Introduction:
This article describes an application used to exercise
some of the Text To Speech features available to .NET developers through the
Microsoft Speech 5.1 SDK. This article does not address the newer speech server
related libraries nor does it address web based deployments of speech related
technologies.
The application performs several functions although all
work in basically the same manner. The application is intended to provide a
introduction to working with the TTS library by illustrating how to go about
gaining access to and manipulating voices, and playing text out as synthesized
voice. The application provides examples of generating speech as you type,
passing canned phrases to TTS, and passing entire text files to TTS.
Getting Started:
In order to get started, unzip the included project and
open the solution in the Visual Studio 2005 environment. You will note that the
project contains a file cleverly named "Form1.vb". This form contains all of
the code necessary to get a start with programming TTS.
To begin, you may not have the necessary references on
your machine as the application requires the installation of Microsoft's speech
5.1 SDK and the Microsoft sample TTS engine library. These may be downloaded
with the SDK at no cost from this URL:
Speech 5.1 SDK:
http://www.microsoft.com/downloads/details.aspx?FamilyId=5E86EC97-40A7-453F-B0EE-6583171B4530&displaylang=en
You may also obtain a couple of additional voices (the
SDK includes Microsoft Mary, Microsoft Mike, and Microsoft Sam) by downloading
and the Microsoft Reader and additional TTS components found on this URL: (not
required, but you will gain two additional voices if you do add these to your
system)
http://www.microsoft.com/reader/downloads/default.asp
You do not need to activate the reader for this to
work, however, you can't install the additional voices unless you have the
reader installed.
If you have any other voices on your system, they may
also be exposed to the application. For example, my Toshiba laptop has an
additional voice called "TOSHIBA male adult (U.S.)" and this voice also appears
as available to this application at runtime.

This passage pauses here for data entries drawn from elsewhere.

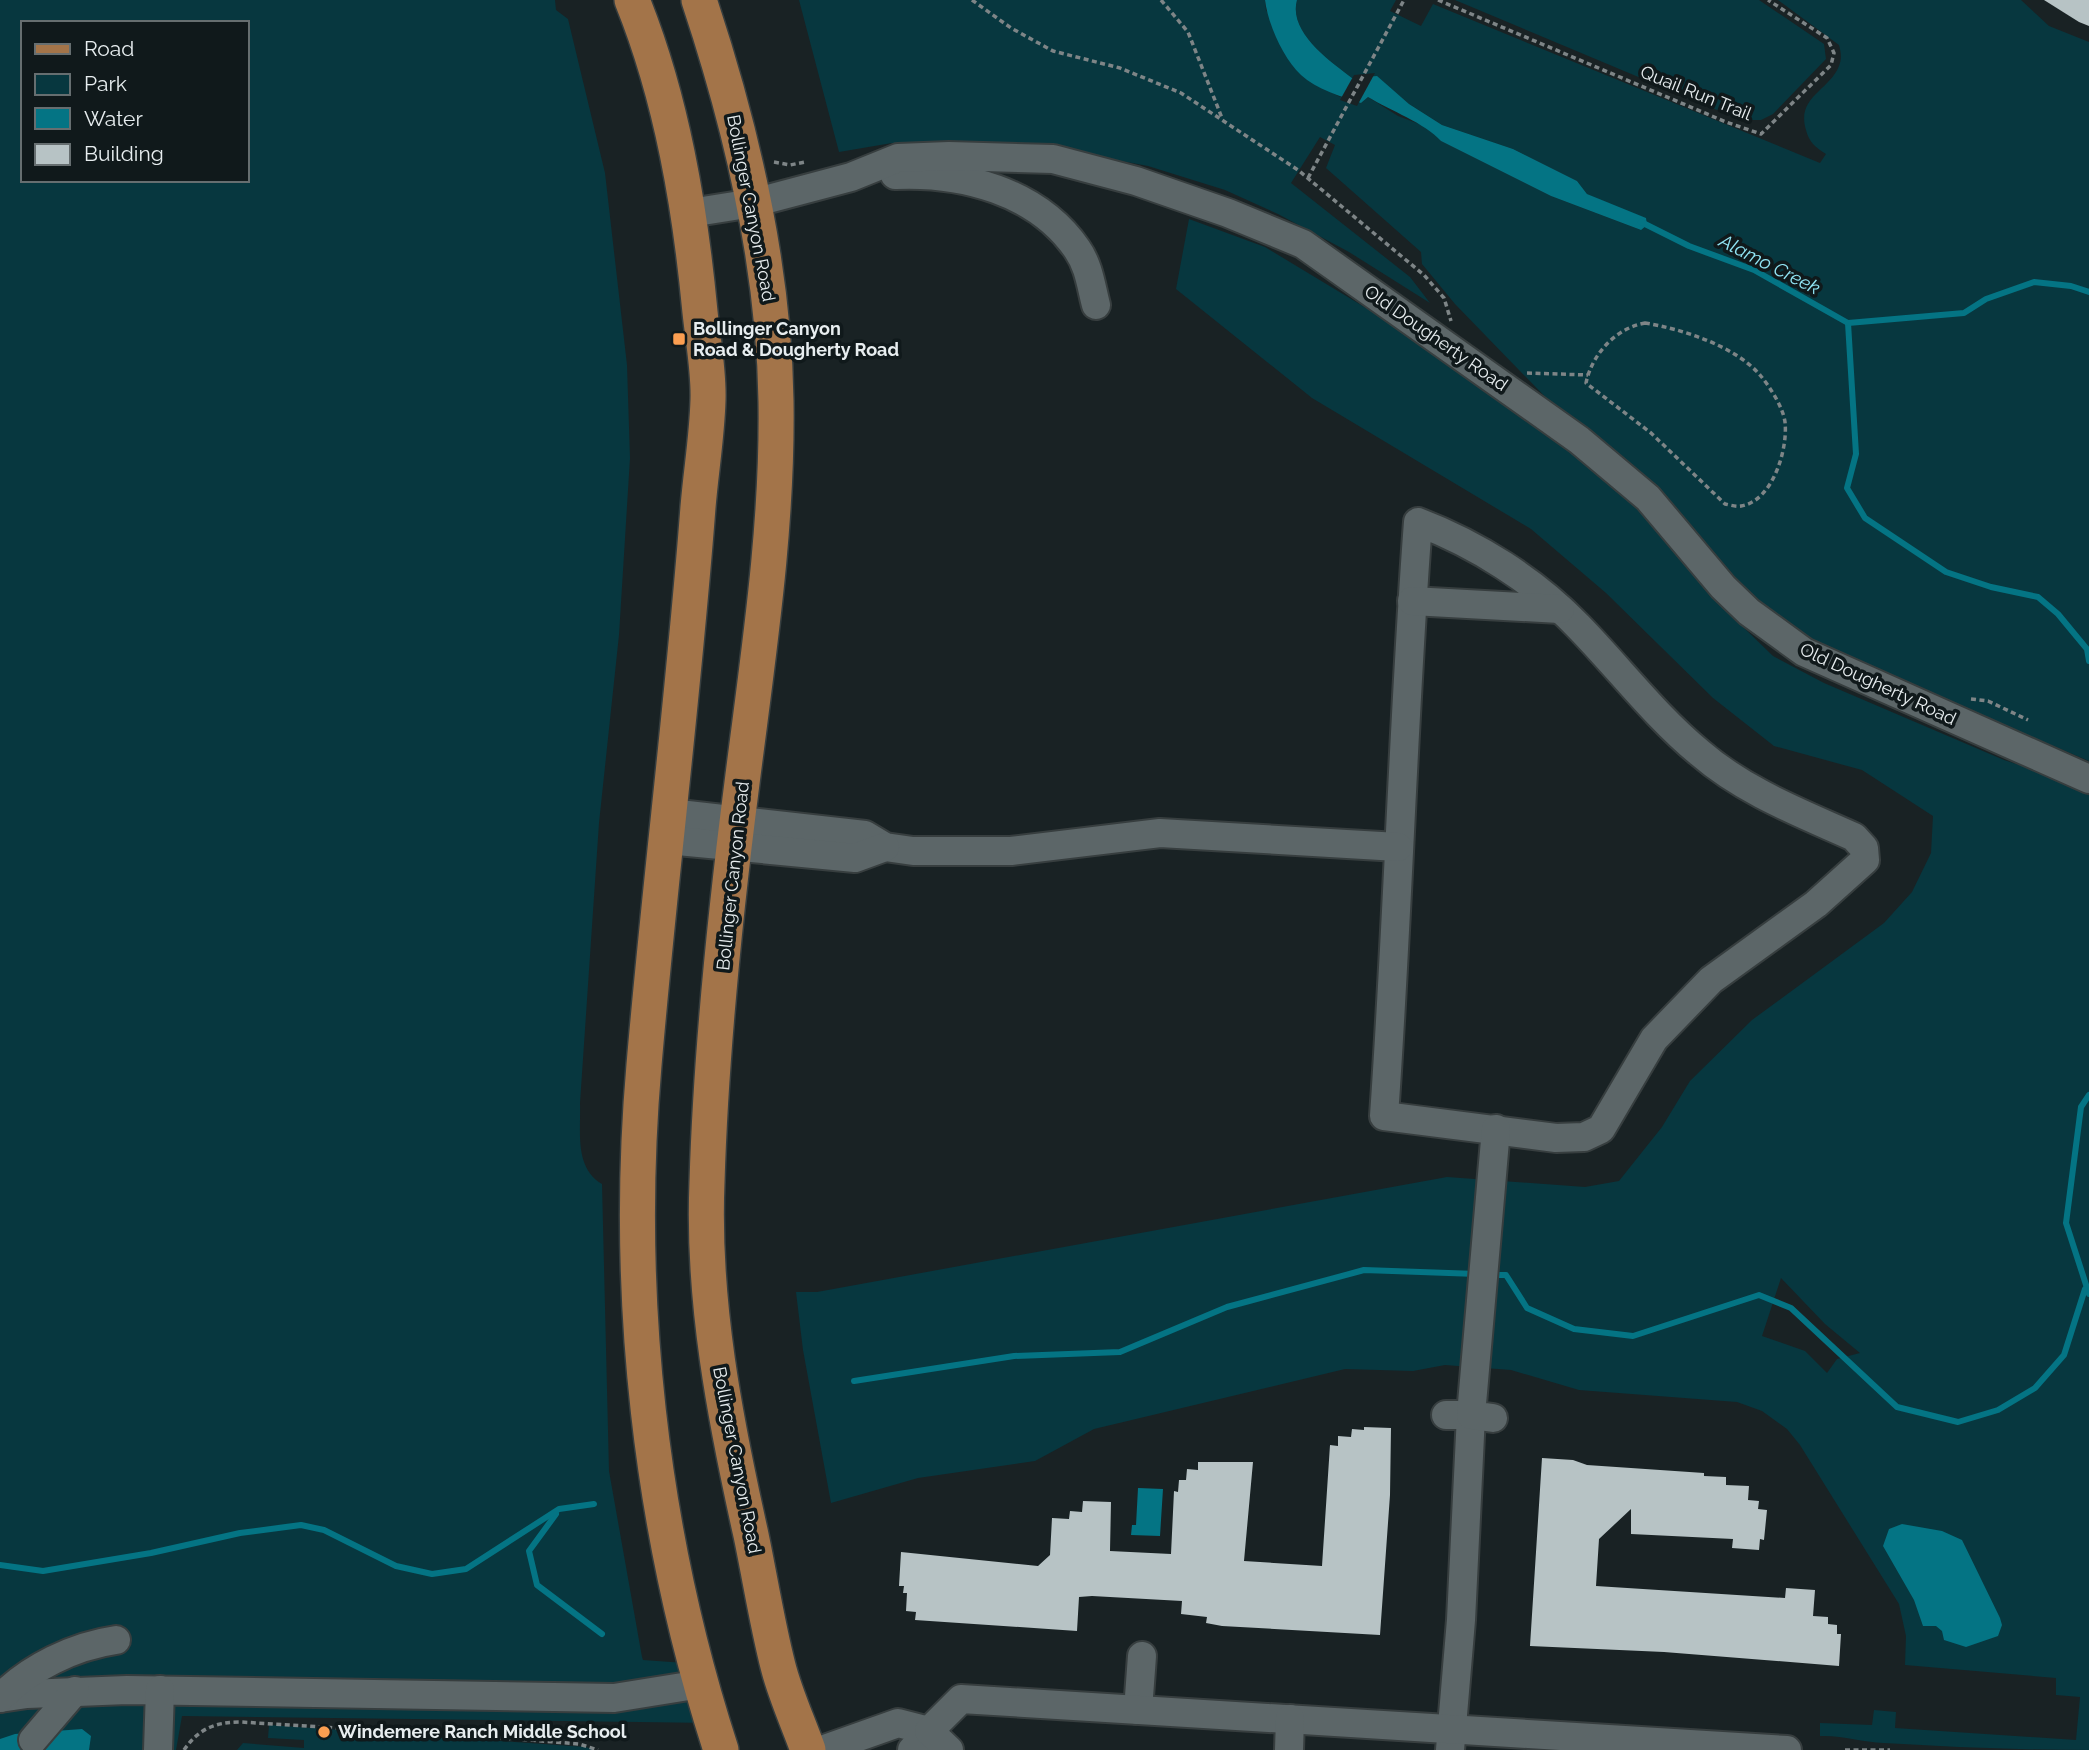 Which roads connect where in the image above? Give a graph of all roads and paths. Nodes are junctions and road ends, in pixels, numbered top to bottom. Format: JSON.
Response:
{"nodes":[{"id":1,"x":632,"y":0,"type":"edge"},
{"id":2,"x":699,"y":0,"type":"edge"},
{"id":3,"x":972,"y":0,"type":"edge"},
{"id":4,"x":1161,"y":0,"type":"edge"},
{"id":5,"x":1404,"y":0,"type":"edge"},
{"id":6,"x":1438,"y":0,"type":"edge"},
{"id":7,"x":1768,"y":0,"type":"edge"},
{"id":8,"x":1223,"y":120,"type":"junction"},
{"id":9,"x":850,"y":177,"type":"junction"},
{"id":10,"x":1308,"y":178,"type":"junction"},
{"id":11,"x":753,"y":203,"type":"junction"},
{"id":12,"x":690,"y":213,"type":"junction"},
{"id":13,"x":1096,"y":305,"type":"dead end"},
{"id":14,"x":1448,"y":345,"type":"junction"},
{"id":15,"x":1523,"y":372,"type":"dead end"},
{"id":16,"x":1588,"y":375,"type":"junction"},
{"id":17,"x":1412,"y":601,"type":"junction"},
{"id":18,"x":1560,"y":609,"type":"junction"},
{"id":19,"x":2089,"y":779,"type":"edge"},
{"id":20,"x":669,"y":826,"type":"junction"},
{"id":21,"x":736,"y":832,"type":"junction"},
{"id":22,"x":1398,"y":847,"type":"junction"},
{"id":23,"x":1496,"y":1129,"type":"junction"},
{"id":24,"x":116,"y":1640,"type":"dead end"},
{"id":25,"x":1142,"y":1656,"type":"dead end"},
{"id":26,"x":701,"y":1684,"type":"junction"},
{"id":27,"x":160,"y":1690,"type":"junction"},
{"id":28,"x":75,"y":1691,"type":"junction"},
{"id":29,"x":0,"y":1698,"type":"edge"},
{"id":30,"x":1138,"y":1710,"type":"junction"},
{"id":31,"x":1290,"y":1719,"type":"junction"},
{"id":32,"x":33,"y":1740,"type":"dead end"},
{"id":33,"x":1450,"y":1740,"type":"edge"},
{"id":34,"x":930,"y":1744,"type":"edge"},
{"id":35,"x":158,"y":1750,"type":"edge"},
{"id":36,"x":184,"y":1750,"type":"edge"},
{"id":37,"x":597,"y":1750,"type":"edge"},
{"id":38,"x":721,"y":1750,"type":"edge"},
{"id":39,"x":808,"y":1750,"type":"edge"},
{"id":40,"x":822,"y":1750,"type":"edge"},
{"id":41,"x":1289,"y":1750,"type":"edge"},
{"id":42,"x":1787,"y":1750,"type":"edge"},
{"id":43,"x":1845,"y":1750,"type":"edge"},
{"id":44,"x":1890,"y":1750,"type":"edge"}],
"edges":[{"from":1,"to":12,"type":"main road"},
{"from":2,"to":11,"type":"main road","name":"Bollinger Canyon Road"},
{"from":3,"to":8,"type":"path"},
{"from":4,"to":8,"type":"path"},
{"from":5,"to":10,"type":"path"},
{"from":6,"to":7,"type":"path","name":"Quail Run Trail"},
{"from":8,"to":10,"type":"path"},
{"from":9,"to":11,"type":"street","name":"Old Dougherty Road"},
{"from":9,"to":13,"type":"street"},
{"from":9,"to":14,"type":"street","name":"Old Dougherty Road"},
{"from":10,"to":14,"type":"path"},
{"from":11,"to":12,"type":"street","name":"Old Dougherty Road"},
{"from":11,"to":21,"type":"main road","name":"Bollinger Canyon Road"},
{"from":12,"to":20,"type":"main road"},
{"from":14,"to":19,"type":"street","name":"Old Dougherty Road"},
{"from":15,"to":16,"type":"path"},
{"from":16,"to":16,"type":"path"},
{"from":17,"to":18,"type":"street"},
{"from":17,"to":18,"type":"street"},
{"from":17,"to":22,"type":"street"},
{"from":18,"to":23,"type":"street"},
{"from":20,"to":21,"type":"street"},
{"from":20,"to":26,"type":"main road"},
{"from":21,"to":22,"type":"street"},
{"from":21,"to":39,"type":"main road","name":"Bollinger Canyon Road"},
{"from":22,"to":23,"type":"street"},
{"from":23,"to":33,"type":"street"},
{"from":24,"to":29,"type":"street"},
{"from":25,"to":30,"type":"street"},
{"from":26,"to":27,"type":"street"},
{"from":26,"to":38,"type":"main road"},
{"from":27,"to":28,"type":"street"},
{"from":27,"to":35,"type":"street"},
{"from":28,"to":29,"type":"street"},
{"from":28,"to":32,"type":"street"},
{"from":30,"to":31,"type":"street"},
{"from":30,"to":34,"type":"street"},
{"from":31,"to":33,"type":"street"},
{"from":31,"to":41,"type":"street"},
{"from":33,"to":42,"type":"street"},
{"from":34,"to":40,"type":"street"},
{"from":36,"to":37,"type":"path"},
{"from":43,"to":44,"type":"path"}]}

If you need to update the project references, do so
prior to attempting to run the application. Once you have installed the speech
SDK, go back to the project and run a build. If the references are absent,
remove these (highlighted) references: (Figure 1)
Figure 1: Speech Related Project References
After removing the old references, right click on the
project and select "Add Reference". Once the dialog opens, select the COM tab
(then go get a cup of coffee while it takes forever to load) and when you get
back, look for and add these two references (figures 2 and 3) (Note: You really
don't need the second reference to the sample TTS engine):
Figure 2: Add the Microsoft Speech Object Library
Reference
Figure 3: Add the Sample TTS Engine Type Library
Reference
Having added these references, go ahead and do a build
to see if anything else is missing. If anything turns up, add the missing
project references in the same manner and build again. Once you have a good
build, go ahead and run the application. On start, you will see this form
appear:
Figure 4: The main form of the TTS Reader application
Looking at the form note that it has five control
groups: "Configuration", "Speak As You type", "Speak Specific Phrases", "Speak
On Enter", and "Load a Text File and Read It".
Configuration.
This control group contains two controls, the speaker
combo box, and the speech rate track bar control. The speaker combo box is
populated with the names of each of the TTS speaker voices, you may change the
current speaker by selecting a different option form this combo box.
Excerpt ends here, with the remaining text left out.